Weed scientist Stephen Moss said stacking preemergence herbicides was now accepted as an effective way of reducing the pressure on post-emergence herbicides whose performance was steadily declining owing to resistance.
“All pre-emergence herbicides are affected by resistance to some degree, but resistance tends to be partial and does not build up rapidly,” he said. “Generally speaking, a full rate of a flufenacet based herbicide should be the foundation of any pre-emergence strategy.
“Trials clearly show that adding other herbicides, such as chlorotoluron, DFF, flupyrsulfuron, prosulfocarb, pendimethalin or triallate, generally increases overall performance.
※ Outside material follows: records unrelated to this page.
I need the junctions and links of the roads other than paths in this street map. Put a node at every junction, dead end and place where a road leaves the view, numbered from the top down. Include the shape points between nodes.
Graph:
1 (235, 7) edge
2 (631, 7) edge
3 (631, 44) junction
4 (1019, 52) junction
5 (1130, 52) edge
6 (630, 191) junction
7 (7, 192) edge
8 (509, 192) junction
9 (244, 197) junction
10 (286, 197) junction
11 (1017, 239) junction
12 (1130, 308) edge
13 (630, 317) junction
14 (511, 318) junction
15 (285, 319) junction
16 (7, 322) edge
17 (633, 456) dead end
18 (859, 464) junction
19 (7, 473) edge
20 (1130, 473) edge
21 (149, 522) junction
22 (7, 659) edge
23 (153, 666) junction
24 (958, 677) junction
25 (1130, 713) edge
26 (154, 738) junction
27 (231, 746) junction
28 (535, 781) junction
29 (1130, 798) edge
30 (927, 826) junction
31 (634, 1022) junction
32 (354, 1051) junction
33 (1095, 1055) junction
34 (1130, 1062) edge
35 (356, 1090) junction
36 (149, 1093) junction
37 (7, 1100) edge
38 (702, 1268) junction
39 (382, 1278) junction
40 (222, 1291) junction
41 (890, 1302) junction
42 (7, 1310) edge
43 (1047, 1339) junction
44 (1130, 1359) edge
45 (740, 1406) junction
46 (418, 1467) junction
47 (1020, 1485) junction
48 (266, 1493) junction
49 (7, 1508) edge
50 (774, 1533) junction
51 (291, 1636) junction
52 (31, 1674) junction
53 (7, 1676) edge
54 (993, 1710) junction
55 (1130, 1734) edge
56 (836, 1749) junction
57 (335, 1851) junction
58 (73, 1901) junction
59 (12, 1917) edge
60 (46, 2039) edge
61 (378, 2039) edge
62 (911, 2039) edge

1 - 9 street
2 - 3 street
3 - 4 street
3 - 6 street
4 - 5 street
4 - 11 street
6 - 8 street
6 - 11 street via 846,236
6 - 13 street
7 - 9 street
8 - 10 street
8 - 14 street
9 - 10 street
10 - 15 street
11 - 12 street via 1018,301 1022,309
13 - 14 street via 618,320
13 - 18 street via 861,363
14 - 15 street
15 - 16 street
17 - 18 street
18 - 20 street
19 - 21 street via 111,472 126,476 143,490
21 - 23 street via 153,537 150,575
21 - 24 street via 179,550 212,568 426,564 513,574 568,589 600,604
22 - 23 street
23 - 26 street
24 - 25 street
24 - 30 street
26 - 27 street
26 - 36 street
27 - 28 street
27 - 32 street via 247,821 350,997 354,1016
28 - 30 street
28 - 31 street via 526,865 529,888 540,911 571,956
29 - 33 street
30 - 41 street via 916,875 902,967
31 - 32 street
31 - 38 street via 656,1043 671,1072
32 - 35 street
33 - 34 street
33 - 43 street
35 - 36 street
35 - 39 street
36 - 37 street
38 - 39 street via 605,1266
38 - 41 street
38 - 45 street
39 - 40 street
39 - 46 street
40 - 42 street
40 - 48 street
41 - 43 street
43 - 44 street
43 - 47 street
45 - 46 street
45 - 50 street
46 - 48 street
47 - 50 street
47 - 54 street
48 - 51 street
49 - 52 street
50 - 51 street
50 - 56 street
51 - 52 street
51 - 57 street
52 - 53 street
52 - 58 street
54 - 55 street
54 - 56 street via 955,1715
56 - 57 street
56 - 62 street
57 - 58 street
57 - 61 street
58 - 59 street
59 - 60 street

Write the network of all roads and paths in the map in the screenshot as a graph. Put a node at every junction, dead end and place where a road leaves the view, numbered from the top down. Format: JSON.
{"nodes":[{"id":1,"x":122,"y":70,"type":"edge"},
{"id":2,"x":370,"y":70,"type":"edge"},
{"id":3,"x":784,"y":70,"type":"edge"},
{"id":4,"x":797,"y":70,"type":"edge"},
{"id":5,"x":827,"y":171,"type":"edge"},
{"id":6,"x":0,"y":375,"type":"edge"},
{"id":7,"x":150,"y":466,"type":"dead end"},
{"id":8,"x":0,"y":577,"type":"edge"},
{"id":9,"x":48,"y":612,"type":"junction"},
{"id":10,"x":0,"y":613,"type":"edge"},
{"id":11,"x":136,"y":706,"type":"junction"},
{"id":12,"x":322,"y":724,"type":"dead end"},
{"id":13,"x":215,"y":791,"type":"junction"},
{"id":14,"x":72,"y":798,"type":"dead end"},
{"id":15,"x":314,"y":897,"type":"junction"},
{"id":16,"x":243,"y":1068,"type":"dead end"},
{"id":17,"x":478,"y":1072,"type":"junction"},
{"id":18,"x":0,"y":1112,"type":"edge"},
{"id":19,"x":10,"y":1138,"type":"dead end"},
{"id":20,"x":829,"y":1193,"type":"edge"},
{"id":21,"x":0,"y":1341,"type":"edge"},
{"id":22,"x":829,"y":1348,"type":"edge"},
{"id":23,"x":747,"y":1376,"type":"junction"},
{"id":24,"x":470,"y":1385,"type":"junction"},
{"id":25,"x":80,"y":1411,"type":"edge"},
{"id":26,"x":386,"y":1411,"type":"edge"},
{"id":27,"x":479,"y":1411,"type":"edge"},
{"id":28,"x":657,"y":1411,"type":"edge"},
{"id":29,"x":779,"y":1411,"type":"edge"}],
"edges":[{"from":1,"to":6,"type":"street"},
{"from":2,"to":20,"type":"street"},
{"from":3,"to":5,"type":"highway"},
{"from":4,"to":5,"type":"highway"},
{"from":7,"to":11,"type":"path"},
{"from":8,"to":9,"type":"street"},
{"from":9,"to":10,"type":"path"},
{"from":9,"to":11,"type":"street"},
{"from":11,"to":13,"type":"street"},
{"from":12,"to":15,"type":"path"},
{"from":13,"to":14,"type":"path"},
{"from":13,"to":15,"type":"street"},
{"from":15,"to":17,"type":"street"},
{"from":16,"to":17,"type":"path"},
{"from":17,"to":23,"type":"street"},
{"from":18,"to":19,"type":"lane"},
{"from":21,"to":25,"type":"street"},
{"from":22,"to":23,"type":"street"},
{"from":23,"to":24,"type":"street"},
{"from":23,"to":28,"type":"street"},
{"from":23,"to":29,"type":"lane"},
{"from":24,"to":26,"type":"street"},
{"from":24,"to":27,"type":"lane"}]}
However, stacking ever more herbicides may become unsustainable for reasons of excessive crop damage, cost, legality, water pollution, antagonism and increasing resistance.
“Using a mix of herbicides with different modes of action is likely to slow up selection for resistance.”
Stewart Woodhead, of BASF, said: “Our trials have shown over the past few years that no one active ingredient or product is capable of dealing with the evermounting issue of black grass control, and that an integrated approach is vital.
“We have stacked low resistance risk residual chemistry as part of a programme approach to black grass control.
This has been based around Crystal with the addition of diflufenican preemergence or peri-emergence of the crop either on its own or part of a sequence.
“The sequence will be an SU product with additional residual chemistry such as Stomp Aqua, Auxiliary or Picona applied at 1-2 leaves of the black grass. These help to improve consistency of control.”